The attack relies on the Oracle answers, especially on an XMLEnc error message given when there is a padding error or an invalid character in plain text. The advise given by authors is thus to provide unified error messages to mislead oracle functions. That means that a same error message returned should cover the XMLEnc security error and application level errors.
Lasso relies on xmlsec as an implementation of XMLEnc. The samlxec function xmlSecEncCtxDecrypt() is used, which returns a negative value if an error occurs, error including a padding error or an invalid character in the plain text decrypted.
Lasso uses the decryption function lasso_node_decrypt_xmlnode() that returns LASSO_DS_ERROR_DECRYPTION_FAILED if the xmlsec function xmlSecEncCtxDecrypt() returns a negative value. This error is also returned by lasso_node_decrypt_xmlnode() when there is no encryption method in encryptionData, a missing Algorithm, an unknown encryption method or a missing encrypted key node.
When Lasso tries to decrypt assertions it handles multiple encrypted assertions. And if at least one assertion can be decrypted, no error is raised. If no assertion is decrypted, because for each assertion, there is an error in:
- a missing key,
- a malformed xml sec element,
- a lasso_node_decrypt_xmlnode() error,
- a malformed assertion, it results in a missing assertion in the response, the error LASSO_PROFILE_ERROR_MISSING_ASSERTION is returned by Lasso. How this error is handled is implementation dependant.
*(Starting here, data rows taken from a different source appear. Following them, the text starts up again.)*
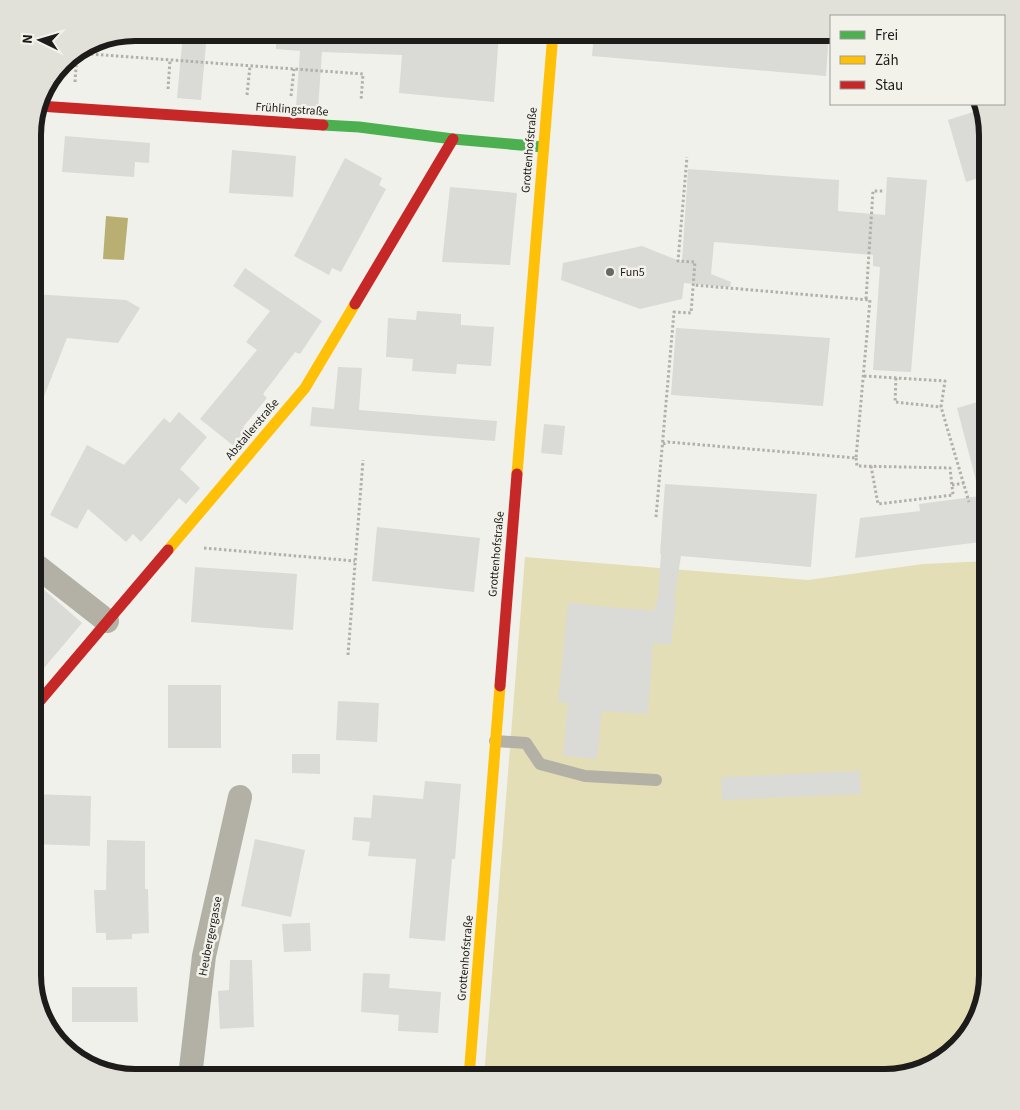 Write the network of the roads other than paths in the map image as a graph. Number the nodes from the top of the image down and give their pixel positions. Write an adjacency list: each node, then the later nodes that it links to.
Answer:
1 (552, 41): 4 (street, Grottenhofstraße)
2 (46, 106): 3 (street, Frühlingstraße)
3 (453, 139): 4 (street, Frühlingstraße); 6 (street, Abstallerstraße)
4 (543, 147): 8 (street, Grottenhofstraße)
5 (41, 569): 6 (street)
6 (107, 621): 7 (street, Abstallerstraße)
7 (41, 699)
8 (496, 741): 9 (lane); 12 (street, Grottenhofstraße)
9 (656, 780)
10 (240, 797): 11 (street, Heubergergasse)
11 (191, 1069)
12 (470, 1069) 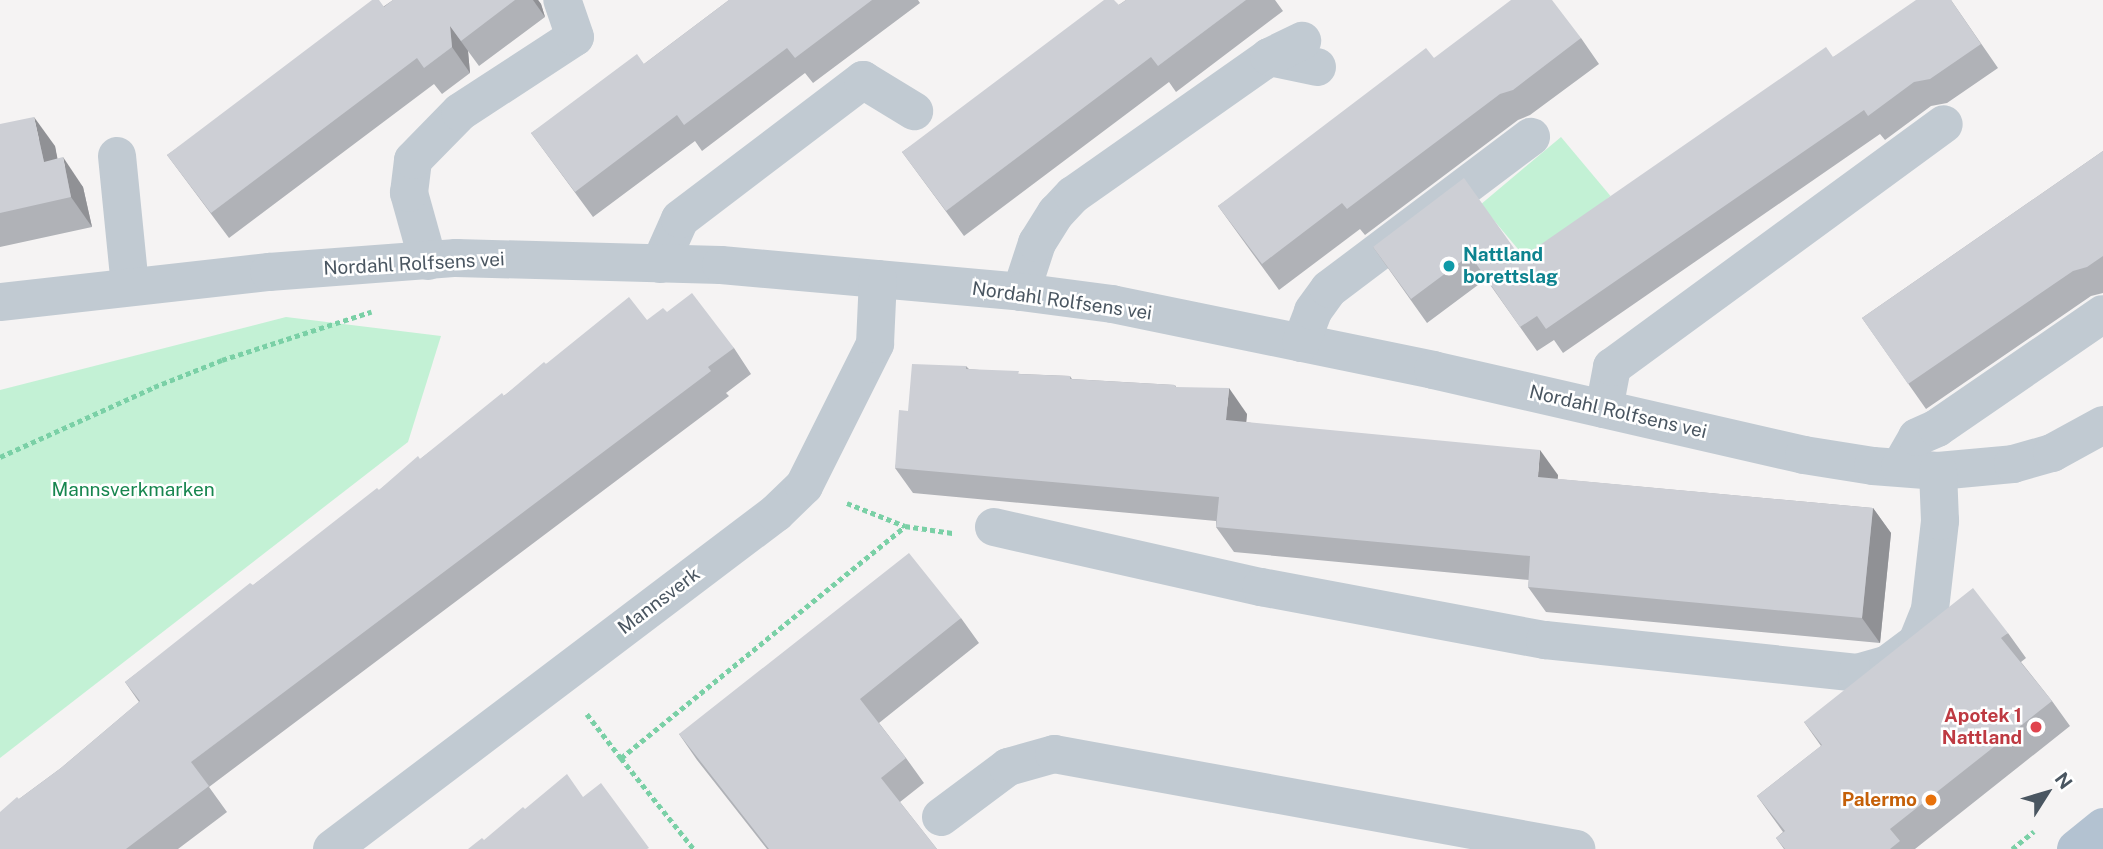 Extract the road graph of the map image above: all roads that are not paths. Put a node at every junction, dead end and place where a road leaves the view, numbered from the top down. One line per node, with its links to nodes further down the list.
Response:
1 (562, 0): 7 (street)
2 (1296, 55): 11 (street)
3 (914, 111): 8 (street)
4 (1944, 124): 15 (street)
5 (1531, 137): 14 (street)
6 (117, 156): 10 (street)
7 (428, 261): 8 (street, Nordahl Rolfsens vei); 10 (street, Nordahl Rolfsens vei)
8 (660, 264): 9 (street, Nordahl Rolfsens vei)
9 (878, 279): 11 (street, Nordahl Rolfsens vei); 22 (street, Mannsverk)
10 (130, 286): 12 (street, Nordahl Rolfsens vei)
11 (1021, 292): 14 (street, Nordahl Rolfsens vei)
12 (0, 302)
13 (2103, 314): 17 (street)
14 (1301, 343): 15 (street, Nordahl Rolfsens vei)
15 (1604, 408): 17 (street, Nordahl Rolfsens vei)
16 (2103, 425): 18 (street, Nordahl Rolfsens vei)
17 (1900, 467): 18 (street, Nordahl Rolfsens vei)
18 (1938, 471): 19 (street)
19 (994, 527)
20 (941, 817): 23 (street)
21 (2103, 827): 24 (main road)
22 (332, 849)
23 (1576, 849)
24 (2076, 849)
When Lasso tries to decrypt an EncryptedID element, if xmlsec returns an error, Lasso returns LASSO_DS_ERROR_DECRYPTION_FAILED. How this error is handled is implementation dependant.
In both case, this should result in a not qualified error message given in the HTTP response to the browser.
Hope it helps,
Hi Michael,
thanks a lot for this very sharp answer, but as I am really not an XMLSec expert, I just understand that the only impact for Lasso is that it will return a LASSO_DS_ERROR_DECRYPTION_FAILED error. So, for softwares using Lasso, nothing to do if we already manage Lasso errors? Hi,
The implementations using Lasso must take care that: 1- With encrypted assertions, response should be signed. 2- When the authnresponse processing fails, the kind of error should not be returned in the HTTP response given to the browser.